» **Activity**
If a line in the data has the string "Leonildo", please show it.
──────────────────────────────
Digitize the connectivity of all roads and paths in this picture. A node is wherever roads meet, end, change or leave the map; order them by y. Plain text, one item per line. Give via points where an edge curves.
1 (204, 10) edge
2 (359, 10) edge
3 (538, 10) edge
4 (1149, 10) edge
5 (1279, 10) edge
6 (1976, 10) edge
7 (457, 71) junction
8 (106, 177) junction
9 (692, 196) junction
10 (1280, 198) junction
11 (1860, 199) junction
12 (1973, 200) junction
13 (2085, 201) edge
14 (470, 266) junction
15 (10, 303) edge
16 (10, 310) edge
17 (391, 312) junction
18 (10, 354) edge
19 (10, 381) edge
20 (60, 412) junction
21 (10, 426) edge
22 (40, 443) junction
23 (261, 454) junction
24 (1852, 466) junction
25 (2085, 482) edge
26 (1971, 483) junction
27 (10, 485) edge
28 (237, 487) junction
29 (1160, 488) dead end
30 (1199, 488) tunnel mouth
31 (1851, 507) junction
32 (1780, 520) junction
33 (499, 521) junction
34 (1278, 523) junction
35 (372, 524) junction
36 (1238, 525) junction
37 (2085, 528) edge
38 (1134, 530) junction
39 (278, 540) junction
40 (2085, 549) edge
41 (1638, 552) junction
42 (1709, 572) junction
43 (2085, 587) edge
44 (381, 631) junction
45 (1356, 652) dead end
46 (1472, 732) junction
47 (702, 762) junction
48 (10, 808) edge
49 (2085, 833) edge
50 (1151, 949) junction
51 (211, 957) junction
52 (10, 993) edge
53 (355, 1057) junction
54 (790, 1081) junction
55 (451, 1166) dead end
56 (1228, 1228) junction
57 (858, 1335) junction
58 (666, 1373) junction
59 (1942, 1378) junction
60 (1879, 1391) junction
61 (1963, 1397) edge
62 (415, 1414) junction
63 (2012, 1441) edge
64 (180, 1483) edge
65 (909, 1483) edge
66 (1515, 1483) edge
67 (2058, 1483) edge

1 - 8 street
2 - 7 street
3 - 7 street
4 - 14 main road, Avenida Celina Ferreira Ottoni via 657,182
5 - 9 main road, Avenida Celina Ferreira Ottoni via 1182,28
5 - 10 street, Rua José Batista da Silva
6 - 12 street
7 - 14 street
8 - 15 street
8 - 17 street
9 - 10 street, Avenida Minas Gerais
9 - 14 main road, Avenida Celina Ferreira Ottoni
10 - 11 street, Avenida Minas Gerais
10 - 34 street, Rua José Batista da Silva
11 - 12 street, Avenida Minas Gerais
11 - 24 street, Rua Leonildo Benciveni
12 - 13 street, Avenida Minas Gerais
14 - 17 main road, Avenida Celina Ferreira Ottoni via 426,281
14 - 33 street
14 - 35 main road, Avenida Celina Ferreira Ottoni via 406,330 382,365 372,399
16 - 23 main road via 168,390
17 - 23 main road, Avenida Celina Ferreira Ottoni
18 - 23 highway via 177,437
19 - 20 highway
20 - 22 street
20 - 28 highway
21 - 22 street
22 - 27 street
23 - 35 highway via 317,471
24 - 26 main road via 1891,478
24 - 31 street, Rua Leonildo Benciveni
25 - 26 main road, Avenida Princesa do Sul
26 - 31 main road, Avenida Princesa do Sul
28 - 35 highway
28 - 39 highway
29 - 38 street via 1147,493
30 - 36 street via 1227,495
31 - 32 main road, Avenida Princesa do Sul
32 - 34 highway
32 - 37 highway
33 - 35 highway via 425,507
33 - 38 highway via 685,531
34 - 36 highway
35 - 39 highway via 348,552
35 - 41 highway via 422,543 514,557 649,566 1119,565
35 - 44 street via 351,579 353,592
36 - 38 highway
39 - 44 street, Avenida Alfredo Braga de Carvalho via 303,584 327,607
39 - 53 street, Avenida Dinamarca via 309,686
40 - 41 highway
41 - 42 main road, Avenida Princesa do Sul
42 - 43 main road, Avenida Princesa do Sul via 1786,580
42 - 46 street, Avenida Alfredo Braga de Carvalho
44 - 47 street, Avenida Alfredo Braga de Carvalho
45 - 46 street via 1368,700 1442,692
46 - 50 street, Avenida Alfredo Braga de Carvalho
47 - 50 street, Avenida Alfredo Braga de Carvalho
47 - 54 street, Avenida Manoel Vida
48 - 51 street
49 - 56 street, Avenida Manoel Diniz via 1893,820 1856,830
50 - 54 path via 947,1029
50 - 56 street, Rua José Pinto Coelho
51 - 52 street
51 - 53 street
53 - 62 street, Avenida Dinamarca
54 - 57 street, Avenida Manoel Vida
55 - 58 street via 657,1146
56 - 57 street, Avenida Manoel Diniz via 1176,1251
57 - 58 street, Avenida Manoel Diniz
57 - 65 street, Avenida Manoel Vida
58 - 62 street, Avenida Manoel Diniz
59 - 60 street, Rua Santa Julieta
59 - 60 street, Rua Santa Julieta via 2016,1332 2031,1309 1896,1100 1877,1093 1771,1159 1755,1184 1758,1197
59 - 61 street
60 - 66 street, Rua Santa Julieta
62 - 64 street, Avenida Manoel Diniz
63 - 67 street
──────────────────────────────
» **Response area**
11 - 24 street, Rua Leonildo Benciveni
24 - 31 street, Rua Leonildo Benciveni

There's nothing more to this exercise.